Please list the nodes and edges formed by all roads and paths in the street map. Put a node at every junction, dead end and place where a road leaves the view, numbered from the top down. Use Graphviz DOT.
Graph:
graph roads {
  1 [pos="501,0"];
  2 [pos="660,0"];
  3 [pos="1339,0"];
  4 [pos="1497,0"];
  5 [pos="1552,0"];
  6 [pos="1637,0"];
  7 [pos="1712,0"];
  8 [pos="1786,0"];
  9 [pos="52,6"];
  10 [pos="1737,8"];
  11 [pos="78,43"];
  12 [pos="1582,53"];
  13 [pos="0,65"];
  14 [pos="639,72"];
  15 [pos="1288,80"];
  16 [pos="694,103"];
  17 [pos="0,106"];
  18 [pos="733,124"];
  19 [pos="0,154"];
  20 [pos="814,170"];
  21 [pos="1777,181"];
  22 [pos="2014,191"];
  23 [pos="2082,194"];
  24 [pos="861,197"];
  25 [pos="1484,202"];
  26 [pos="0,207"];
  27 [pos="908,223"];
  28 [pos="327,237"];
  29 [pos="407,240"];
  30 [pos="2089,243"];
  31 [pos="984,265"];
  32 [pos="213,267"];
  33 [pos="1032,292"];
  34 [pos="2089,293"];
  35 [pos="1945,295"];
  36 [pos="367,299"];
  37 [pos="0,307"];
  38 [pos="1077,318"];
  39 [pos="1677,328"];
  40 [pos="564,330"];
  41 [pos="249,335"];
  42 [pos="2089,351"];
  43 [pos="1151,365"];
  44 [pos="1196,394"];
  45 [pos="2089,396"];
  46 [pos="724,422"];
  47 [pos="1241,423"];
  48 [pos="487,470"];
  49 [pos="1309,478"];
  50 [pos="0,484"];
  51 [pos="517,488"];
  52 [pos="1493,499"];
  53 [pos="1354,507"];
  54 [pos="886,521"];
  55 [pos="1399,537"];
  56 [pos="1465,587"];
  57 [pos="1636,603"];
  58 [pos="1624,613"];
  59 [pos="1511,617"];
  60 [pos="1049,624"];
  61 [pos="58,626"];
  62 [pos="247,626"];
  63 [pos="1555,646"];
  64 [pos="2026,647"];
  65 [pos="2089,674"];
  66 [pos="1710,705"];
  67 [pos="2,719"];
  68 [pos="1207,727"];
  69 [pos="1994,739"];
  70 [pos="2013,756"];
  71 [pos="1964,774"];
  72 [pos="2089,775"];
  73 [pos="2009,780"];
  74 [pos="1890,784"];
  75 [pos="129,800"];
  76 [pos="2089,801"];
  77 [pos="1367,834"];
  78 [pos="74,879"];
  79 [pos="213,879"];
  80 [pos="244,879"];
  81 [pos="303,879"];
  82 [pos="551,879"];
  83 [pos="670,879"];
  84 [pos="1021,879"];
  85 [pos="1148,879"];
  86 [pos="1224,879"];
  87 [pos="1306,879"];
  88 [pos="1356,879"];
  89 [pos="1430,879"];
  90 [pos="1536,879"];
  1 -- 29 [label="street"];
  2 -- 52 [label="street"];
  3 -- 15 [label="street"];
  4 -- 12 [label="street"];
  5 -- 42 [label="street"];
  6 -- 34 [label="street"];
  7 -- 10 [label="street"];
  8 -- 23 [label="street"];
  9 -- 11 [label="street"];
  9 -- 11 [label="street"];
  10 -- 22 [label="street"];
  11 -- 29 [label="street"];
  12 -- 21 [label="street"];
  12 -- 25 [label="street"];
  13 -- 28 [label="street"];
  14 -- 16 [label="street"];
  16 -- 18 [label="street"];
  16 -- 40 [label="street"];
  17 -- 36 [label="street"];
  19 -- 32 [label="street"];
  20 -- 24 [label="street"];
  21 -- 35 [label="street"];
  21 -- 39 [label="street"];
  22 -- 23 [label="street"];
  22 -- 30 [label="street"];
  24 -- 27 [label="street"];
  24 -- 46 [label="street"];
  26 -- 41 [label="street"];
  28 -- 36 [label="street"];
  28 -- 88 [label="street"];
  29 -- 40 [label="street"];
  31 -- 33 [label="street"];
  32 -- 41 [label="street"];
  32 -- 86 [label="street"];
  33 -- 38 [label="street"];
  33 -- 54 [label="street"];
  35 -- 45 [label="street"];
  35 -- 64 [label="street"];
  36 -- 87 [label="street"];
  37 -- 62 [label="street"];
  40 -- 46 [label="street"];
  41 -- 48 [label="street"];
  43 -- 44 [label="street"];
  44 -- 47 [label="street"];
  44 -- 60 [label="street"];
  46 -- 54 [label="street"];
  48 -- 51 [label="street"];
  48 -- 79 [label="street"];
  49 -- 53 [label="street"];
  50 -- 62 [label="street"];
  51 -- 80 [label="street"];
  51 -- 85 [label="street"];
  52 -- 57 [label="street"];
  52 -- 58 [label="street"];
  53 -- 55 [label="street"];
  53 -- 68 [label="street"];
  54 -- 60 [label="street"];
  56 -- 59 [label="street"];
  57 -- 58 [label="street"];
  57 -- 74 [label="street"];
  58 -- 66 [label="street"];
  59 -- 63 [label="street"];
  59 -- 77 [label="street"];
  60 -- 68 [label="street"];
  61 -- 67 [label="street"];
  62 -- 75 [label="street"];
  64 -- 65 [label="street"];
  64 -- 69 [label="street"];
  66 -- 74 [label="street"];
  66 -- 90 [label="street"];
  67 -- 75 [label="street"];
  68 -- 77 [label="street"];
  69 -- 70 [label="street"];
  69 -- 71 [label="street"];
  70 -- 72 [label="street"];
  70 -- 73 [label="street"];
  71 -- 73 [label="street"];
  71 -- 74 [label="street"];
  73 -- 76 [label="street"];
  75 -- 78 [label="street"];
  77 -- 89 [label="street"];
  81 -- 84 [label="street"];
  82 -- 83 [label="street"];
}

▸ Required work: State how many lines of the entries above include the string "roads". The reply is that number alone.

▸ Exercise response: 2